The Pro 500 is a stronger machine, true. But in practical terms (i.e., the way you'll be using it) the only substantial difference is that the Artisan is a tilt-head and the Pro 5 is a bowl lift. And I'm not sure I'd mix more than one batch of bread dough at a time in the Artisan. 

That might affect your choice. It certainly was a factor for me when I bought my Pro 6. I have an antipathy towards tilt-head mixers.


----------



## boar_d_laze (Feb 13, 2008)

I've been a KA guy since forever. That means I've got all the attachments, and even though my Pro 600 isn't as durable as whatever we bought 20 years ago was, I'm stuck with KA. Stuck or not, I like my KA (well like it again, since getting it repaired), use it frequently to make some difficult bread doughs, etc., and feel it's worth a recommendation.

I wouldn't let the current infrequency of your bread making stand in the way of buying a better mixer. They breed baking in the same way teens breed anxiety. If you've got the room and the money for one of the larger ones, get it.

If you take the sum of all reviews, weight them for the reputation of their source (Cooks Illustrated, Consumer Reprts: pretty good but not great, and so on) then, supposedly there's not a heck of a lot of difference between the KA's of various sizes and prices and their similarly sized and priced Cuisinart and DeLonghi counterparts. Supposedly Viking is comparatively overpriced.

The "big differences" in daily use? Supposedly the Cuisinart, Viking and DeLonghi don't reach the bottoms and sides of their workbowls as well as the KA, and for that matter the bottom of their workbowls are hard to get at by spoon or hand. But the KA has a problem with dough crawling up the kneading hook (true dat, it's not a supposed problem, it happens with big loads especially with the old "C" hook). Look. The differences are really very nuanced. All four brands do what they're supposed to do, and when it comes down to it looks and price are probably the biggest difference. Don't make yourself nuts trying to choose between four very similar choices -- all of which are good.

They're expensive and sometimes they do break. Even if you buy a machine from the best manufacturing run from whatever's the currently most reliable line -- yours may break. It happens. So, just make sure you buy from someone with really generous replacement and repair guaranties. Bed Bath and Beyond leaps to mind, but there are other stores as well. It's worth the extra few bucks and the drive time to know that if there's a problem you can take care of it locally and without undue _sturm und drang_. I happen to live twenty minutes away from my local, authorized KA repair center. Had I lived three hours my KA attitude might not be so cheerful.

If you're not in a huge hurry, the terrible economy means that Santa's going to bring some pre Christmas sales with meaningful discounts.

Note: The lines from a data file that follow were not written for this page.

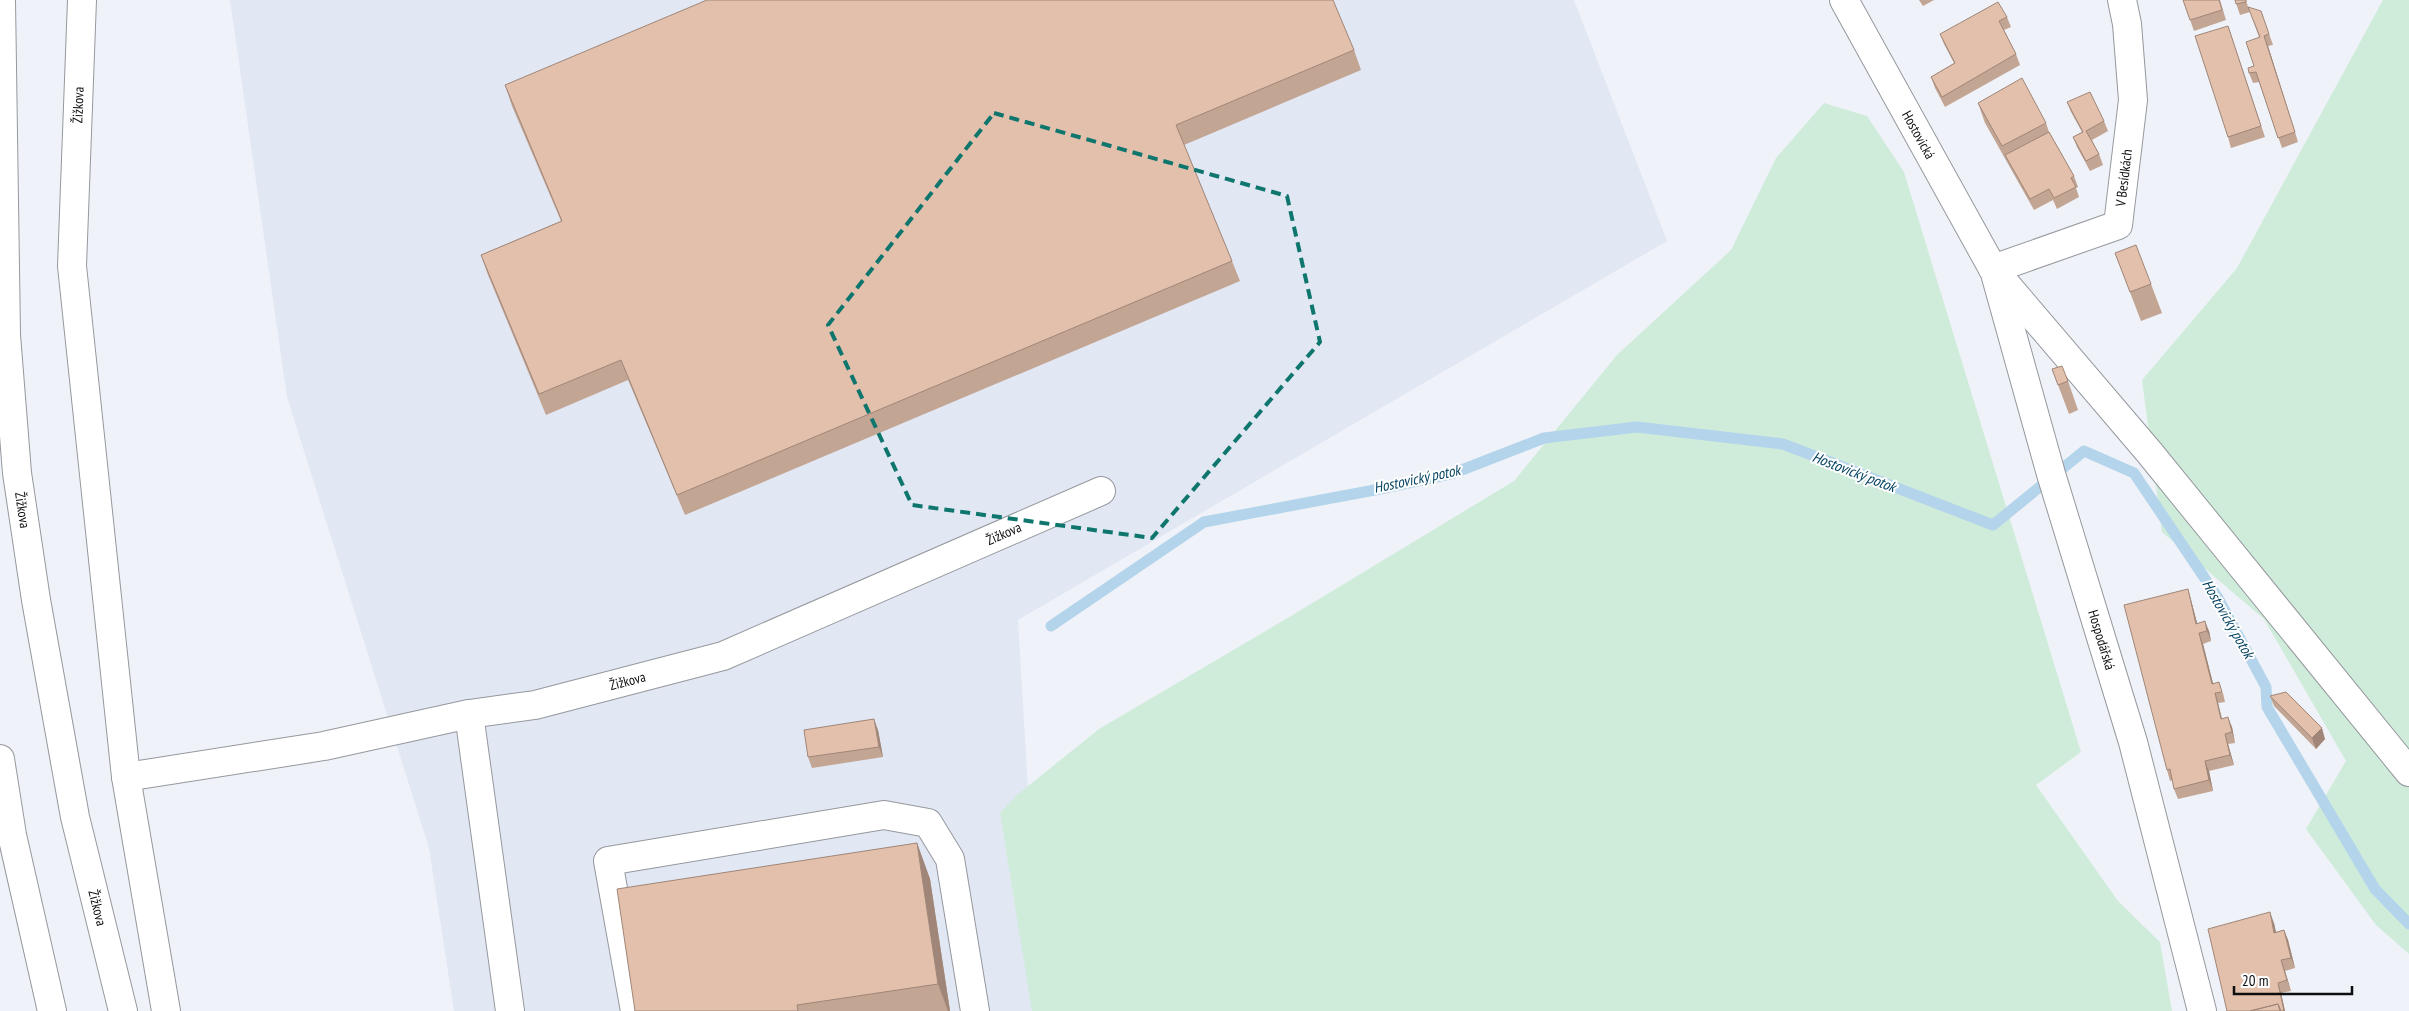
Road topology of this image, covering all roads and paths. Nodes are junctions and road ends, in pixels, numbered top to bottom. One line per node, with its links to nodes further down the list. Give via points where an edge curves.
1 (1, 0): 12 (street, Žižkova, via 6,335 17,472 75,817)
2 (82, 0): 10 (street, Žižkova, via 72,266)
3 (1844, 0): 5 (street, Hostovická)
4 (2122, 0): 5 (street, V Besídkách, via 2128,24 2133,100 2118,225)
5 (1993, 269): 9 (street, via 2148,452); 17 (street, Hospodářská, via 2051,474 2133,742)
6 (1101, 491): 7 (street, Žižkova, via 723,656 535,705)
7 (469, 714): 10 (street, Žižkova, via 324,746); 14 (street)
8 (0, 759): 11 (street, via 12,834)
9 (2409, 772)
10 (126, 776): 13 (street, Žižkova)
11 (52, 1011)
12 (123, 1011)
13 (166, 1011)
14 (510, 1011)
15 (635, 1011): 16 (street, via 608,861 884,815 928,823 950,859)
16 (975, 1011)
17 (2202, 1011)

We can only imagine what the post Christmas retail environment will look like, but the smart money says buyers will be driving it. If it's possible to make it through the holidays without one of these incredbily useful for entertaining machines, hold off until January.

Good luck,
BDL


----------



## kyheirloomer (Feb 1, 2007)

>But the KA has a problem with dough crawling up the kneading hook (true dat, it's not a supposed problem, it happens with big loads especially with the old "C" hook). <

My Pro 600 came with the newer S shaped dough hook. And it happens with that one, too. 

Seems to be more of a problem with the wetter doughs. F'rinstance, I made a foccacia last week, and the dough climbed all over the hook. Even got onto the control arm before I realized what was happening. 

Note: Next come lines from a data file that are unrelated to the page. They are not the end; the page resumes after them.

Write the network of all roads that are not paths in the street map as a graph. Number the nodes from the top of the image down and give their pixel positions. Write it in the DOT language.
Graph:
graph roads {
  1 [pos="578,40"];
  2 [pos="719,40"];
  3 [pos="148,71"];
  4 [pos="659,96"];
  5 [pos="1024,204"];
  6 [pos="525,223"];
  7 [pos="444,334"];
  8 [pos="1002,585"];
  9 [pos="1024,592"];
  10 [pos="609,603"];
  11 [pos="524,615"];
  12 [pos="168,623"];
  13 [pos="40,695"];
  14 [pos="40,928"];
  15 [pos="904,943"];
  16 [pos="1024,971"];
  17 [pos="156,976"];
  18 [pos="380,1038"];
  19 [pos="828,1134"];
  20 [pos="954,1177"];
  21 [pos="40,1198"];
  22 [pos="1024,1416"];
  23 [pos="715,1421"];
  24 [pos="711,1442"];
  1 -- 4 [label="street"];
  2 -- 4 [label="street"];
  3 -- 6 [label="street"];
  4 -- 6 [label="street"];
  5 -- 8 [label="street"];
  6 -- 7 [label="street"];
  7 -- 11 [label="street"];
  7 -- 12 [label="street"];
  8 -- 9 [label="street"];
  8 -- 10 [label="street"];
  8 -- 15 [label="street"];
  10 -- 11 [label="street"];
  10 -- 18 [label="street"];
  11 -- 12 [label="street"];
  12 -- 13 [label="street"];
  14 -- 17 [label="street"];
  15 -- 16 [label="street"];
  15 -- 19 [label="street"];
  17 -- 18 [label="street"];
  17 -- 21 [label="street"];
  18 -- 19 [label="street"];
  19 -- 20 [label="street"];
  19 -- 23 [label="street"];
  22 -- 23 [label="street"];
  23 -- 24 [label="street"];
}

I haven't experienced it, particularly, with big loads, unless it was a sticky dough.


----------



## willie24 (Aug 13, 2008)

I plan on buying a KA mixer in the near future and it will probably be the Pro 600 model for several reasons. I would rather go larger now and not wished I had later. Also with the pricing available currently you can pick up the better model for what you use to pay for the Artisan. Finally I like all the great gadgets you can buy for the KA mixers.

Having said all that I think the last reason I would buy one is to mix bread dough. I've been baking bread for a little over a month by hand, several times a week, and I don't mind working the dough by hand in the least. As a matter of fact I think it gives you a good feel for the end product you're looking for. I do think they're very helpful when it comes to other doughs and batters. I'm sure the virtual holiday cookie machine I'm married to will greatly appreciate the time and energy savings a KA can provide.

If you can wait until after the holidays they'll probably pay you to take one off their hands.

Willie


----------



## kyheirloomer (Feb 1, 2007)

Kneading by hand has all sorts of benefits, Willie. But some of us can't do it for various reasons---arthritis, flexer tendenitis, carpal tunnel, or other problems.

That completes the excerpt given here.